[[ Recorded information, beginning ]]

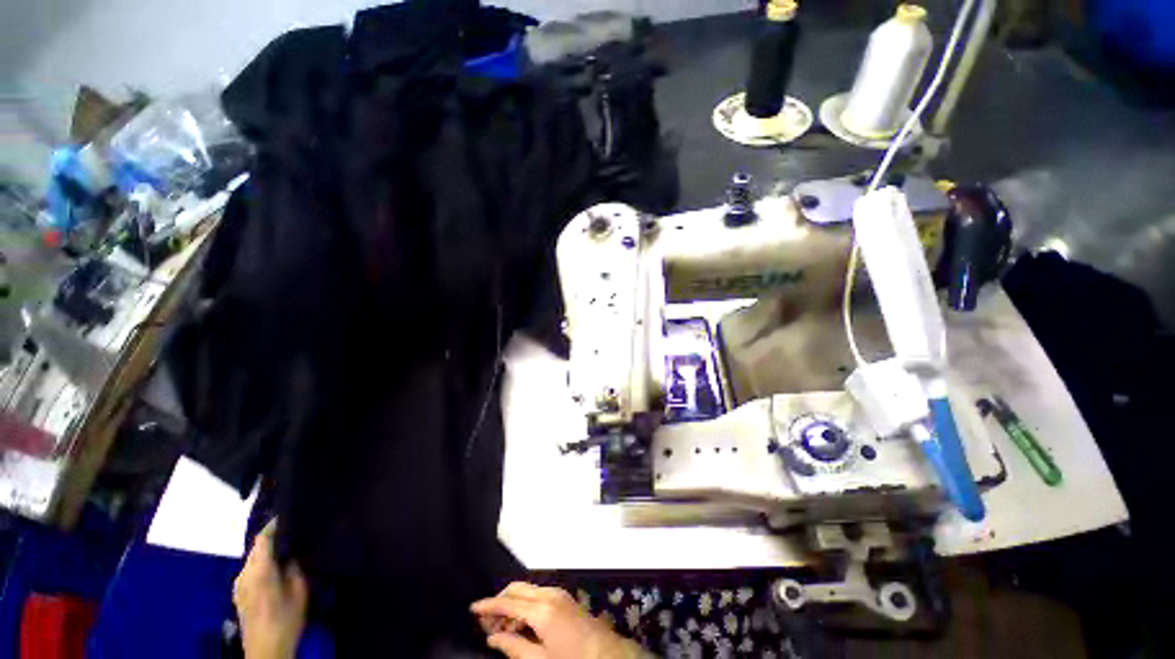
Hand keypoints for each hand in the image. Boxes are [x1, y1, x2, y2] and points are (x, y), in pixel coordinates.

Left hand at [233, 520, 308, 658]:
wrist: (265, 651)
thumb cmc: (285, 619)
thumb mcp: (299, 591)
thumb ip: (294, 567)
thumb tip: (293, 552)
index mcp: (258, 570)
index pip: (262, 539)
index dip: (274, 525)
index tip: (290, 514)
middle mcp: (243, 574)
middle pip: (256, 549)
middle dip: (272, 539)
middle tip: (294, 531)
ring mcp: (239, 586)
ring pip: (253, 560)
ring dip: (267, 552)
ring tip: (287, 548)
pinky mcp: (239, 595)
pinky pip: (250, 570)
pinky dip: (262, 563)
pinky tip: (276, 568)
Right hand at [471, 582, 645, 658]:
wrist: (606, 655)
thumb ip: (514, 647)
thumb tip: (493, 638)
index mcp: (542, 610)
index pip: (508, 602)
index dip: (489, 605)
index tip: (472, 608)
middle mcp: (549, 594)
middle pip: (517, 589)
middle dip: (500, 601)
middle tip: (486, 624)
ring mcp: (558, 593)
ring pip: (527, 591)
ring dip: (512, 605)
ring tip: (502, 629)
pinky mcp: (564, 597)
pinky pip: (538, 595)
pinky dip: (525, 605)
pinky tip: (521, 625)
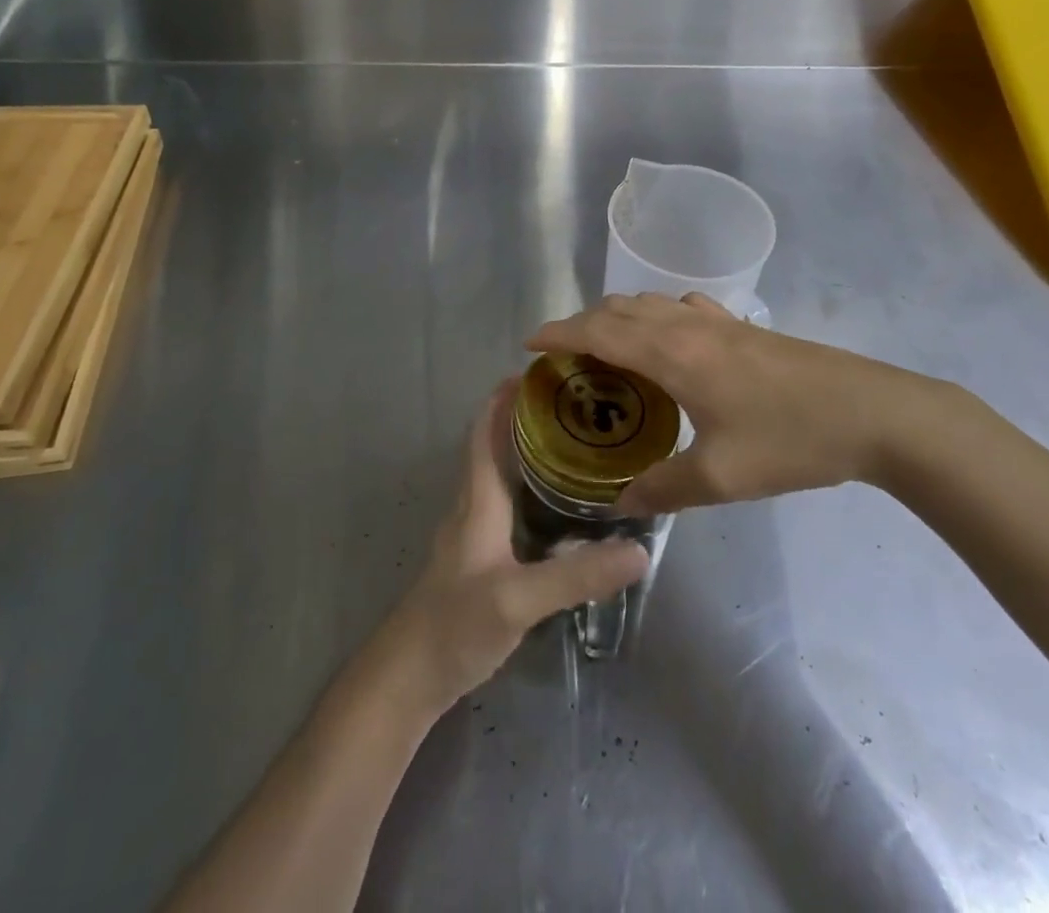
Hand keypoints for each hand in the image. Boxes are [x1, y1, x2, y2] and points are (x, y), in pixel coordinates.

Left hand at [380, 379, 648, 714]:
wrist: (409, 677)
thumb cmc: (455, 625)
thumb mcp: (518, 599)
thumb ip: (576, 576)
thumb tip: (639, 550)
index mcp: (478, 500)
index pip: (485, 433)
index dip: (503, 399)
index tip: (537, 373)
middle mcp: (473, 507)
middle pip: (494, 448)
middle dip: (525, 420)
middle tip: (573, 406)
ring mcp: (473, 535)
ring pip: (500, 477)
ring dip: (527, 453)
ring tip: (573, 445)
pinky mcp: (478, 560)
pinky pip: (506, 506)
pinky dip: (529, 490)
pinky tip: (558, 507)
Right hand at [526, 293, 977, 514]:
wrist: (874, 412)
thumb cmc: (791, 440)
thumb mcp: (722, 478)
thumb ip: (664, 488)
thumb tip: (621, 503)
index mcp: (672, 354)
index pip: (598, 331)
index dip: (559, 333)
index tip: (530, 344)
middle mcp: (686, 326)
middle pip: (618, 309)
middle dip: (582, 323)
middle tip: (564, 355)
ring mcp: (718, 320)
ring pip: (650, 302)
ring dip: (618, 316)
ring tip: (606, 346)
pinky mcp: (744, 326)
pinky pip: (683, 306)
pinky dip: (657, 314)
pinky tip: (669, 338)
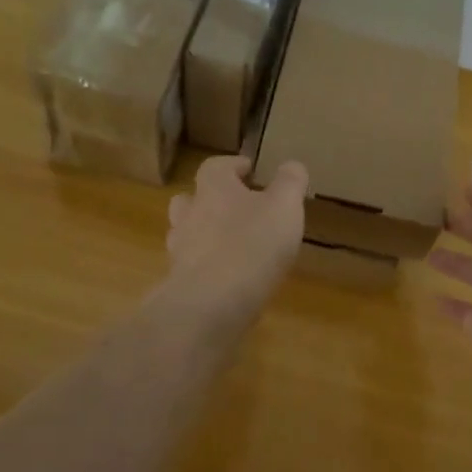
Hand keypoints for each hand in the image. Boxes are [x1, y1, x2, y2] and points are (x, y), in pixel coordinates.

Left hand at [165, 155, 307, 326]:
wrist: (211, 305)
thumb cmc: (252, 245)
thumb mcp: (284, 207)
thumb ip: (290, 183)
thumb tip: (292, 165)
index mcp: (213, 189)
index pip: (215, 166)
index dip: (232, 165)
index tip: (249, 169)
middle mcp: (189, 215)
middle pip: (190, 199)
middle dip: (209, 200)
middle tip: (235, 207)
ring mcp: (180, 251)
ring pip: (186, 235)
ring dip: (204, 235)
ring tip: (232, 246)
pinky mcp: (180, 285)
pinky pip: (191, 269)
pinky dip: (206, 269)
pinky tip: (228, 280)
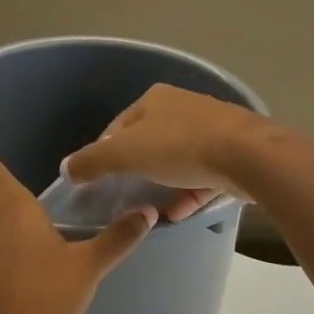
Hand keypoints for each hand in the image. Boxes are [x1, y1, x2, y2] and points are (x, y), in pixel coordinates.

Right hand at [63, 84, 284, 221]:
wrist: (247, 156)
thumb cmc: (180, 147)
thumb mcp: (125, 154)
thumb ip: (93, 161)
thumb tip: (66, 168)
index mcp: (156, 99)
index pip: (119, 126)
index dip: (104, 153)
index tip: (98, 180)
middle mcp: (184, 108)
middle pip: (150, 143)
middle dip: (136, 171)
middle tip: (124, 197)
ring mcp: (213, 130)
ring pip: (178, 162)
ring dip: (163, 186)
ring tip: (150, 211)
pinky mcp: (233, 154)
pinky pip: (203, 177)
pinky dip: (189, 194)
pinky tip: (178, 214)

[[ Recorded information, end ]]

Scan the listing for the string "wrist", then copy every line where it appears.

wrist: (265, 651)
wrist: (606, 655)
wrist: (409, 677)
wrist: (874, 412)
wrist: (211, 305)
wrist: (247, 156)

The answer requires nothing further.